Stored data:
______

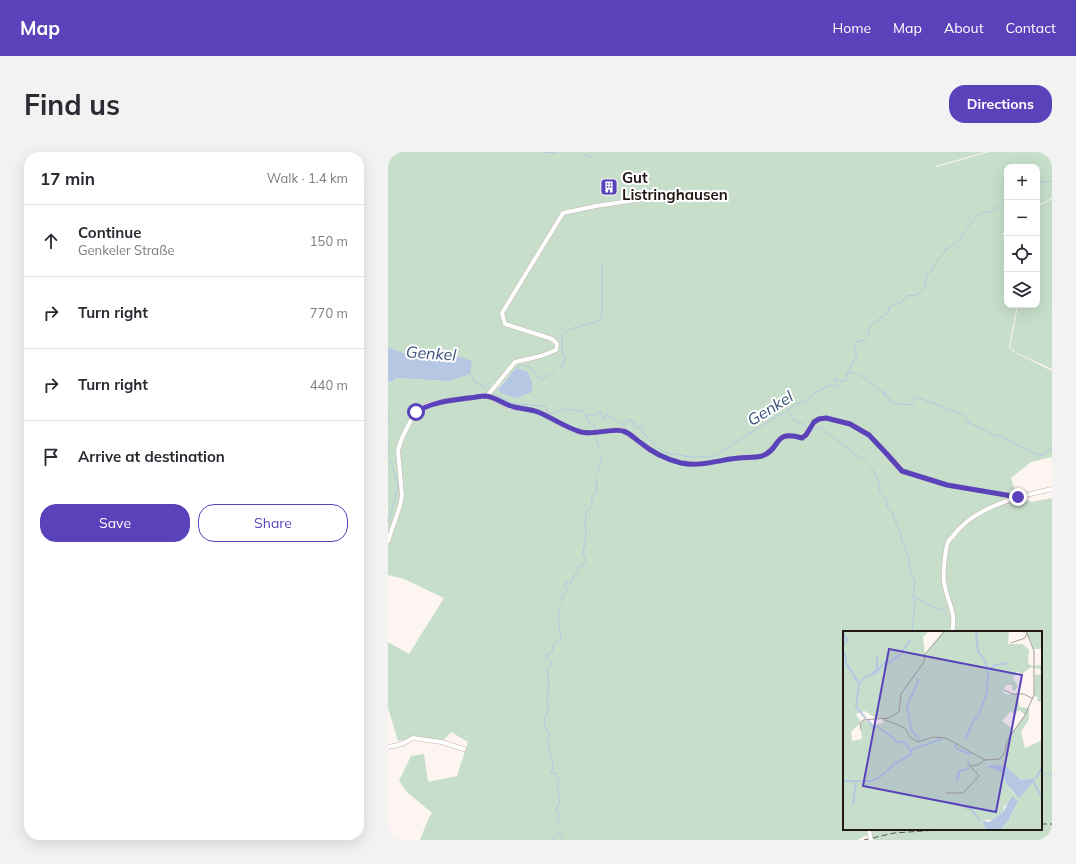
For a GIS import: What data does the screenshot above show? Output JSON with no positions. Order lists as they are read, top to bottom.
{
  "water": ["Genkel"],
  "places": {
    "building": ["Gut Listringhausen"]
  },
  "page": {
    "header": "Map",
    "nav": [
      "Home",
      "Map",
      "About",
      "Contact"
    ],
    "buttons": [
      "Directions",
      ["Save", "Share"]
    ],
    "title": "Find us",
    "heading": ["17 min", "Walk · 1.4 km"],
    "map_buttons": ["+", "−"],
    "list": [
      ["Continue", "Genkeler Straße", "150 m"],
      ["Turn right", "770 m"],
      ["Turn right", "440 m"],
      "Arrive at destination"
    ]
  }
}
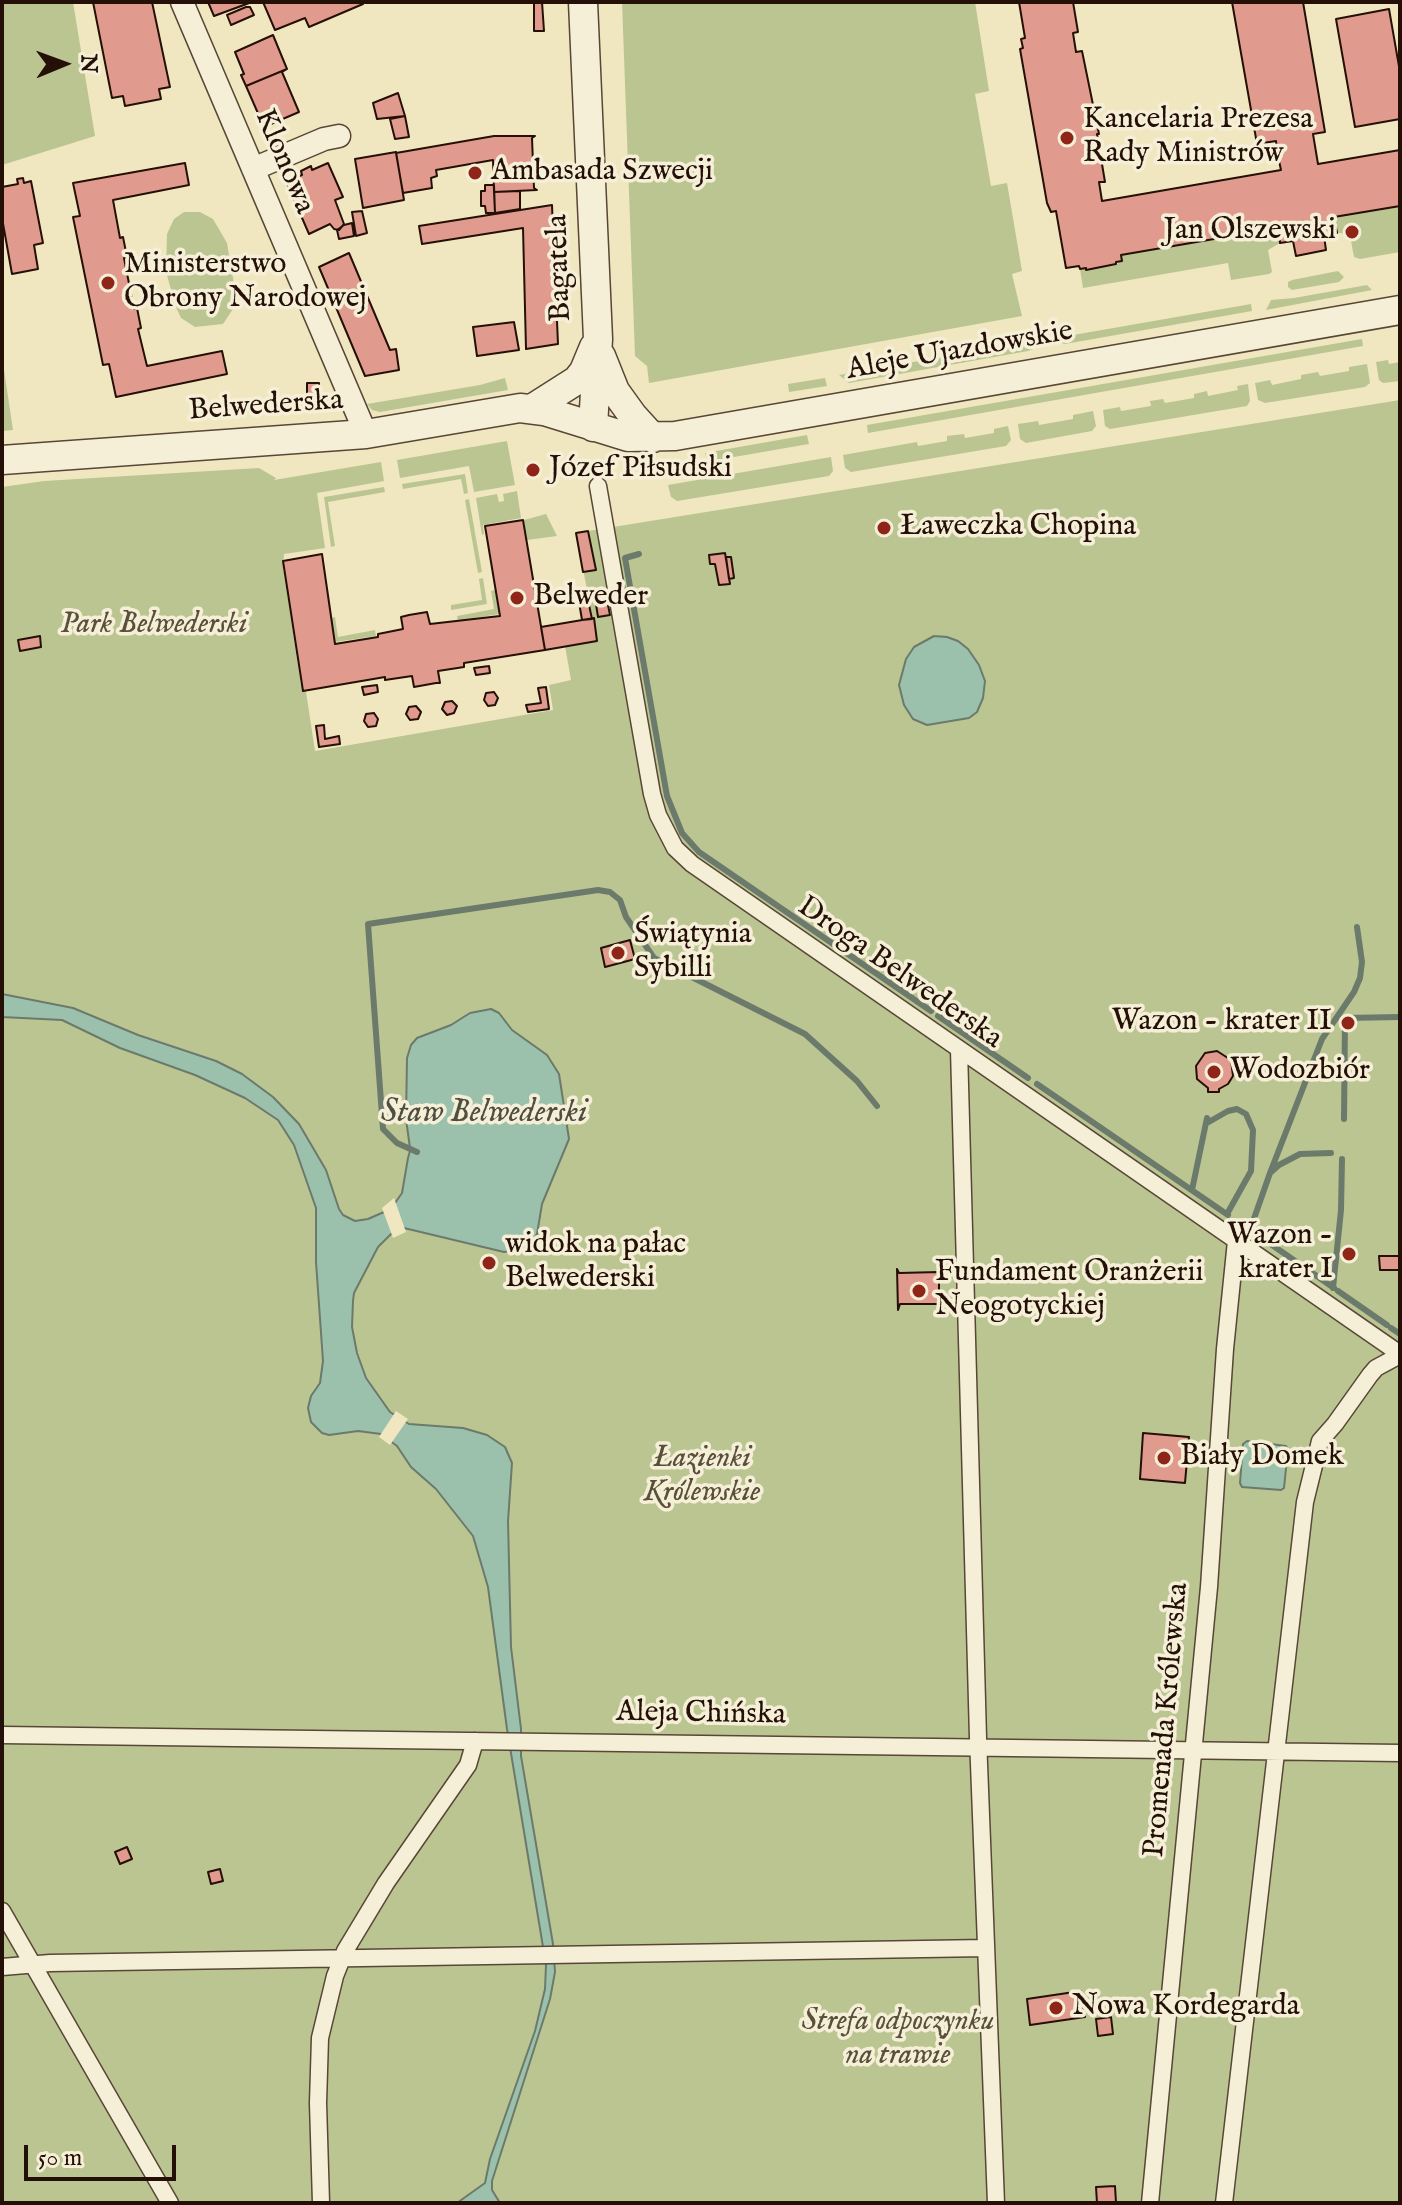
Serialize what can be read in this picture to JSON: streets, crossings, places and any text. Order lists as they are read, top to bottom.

______

**Assignment:** Each entry must be set down word for word; no image may be carried over.

**Task answer:**
For a GIS import: What data does the screenshot above show? Output JSON with no positions. Order lists as they are read, top to bottom.
{
  "water": ["Genkel"],
  "places": {
    "building": ["Gut Listringhausen"]
  },
  "page": {
    "header": "Map",
    "nav": [
      "Home",
      "Map",
      "About",
      "Contact"
    ],
    "buttons": [
      "Directions",
      ["Save", "Share"]
    ],
    "title": "Find us",
    "heading": ["17 min", "Walk · 1.4 km"],
    "map_buttons": ["+", "−"],
    "list": [
      ["Continue", "Genkeler Straße", "150 m"],
      ["Turn right", "770 m"],
      ["Turn right", "440 m"],
      "Arrive at destination"
    ]
  }
}
Serialize what can be read in this picture to JSON: streets, crossings, places and any text. Order lists as they are read, top to bottom.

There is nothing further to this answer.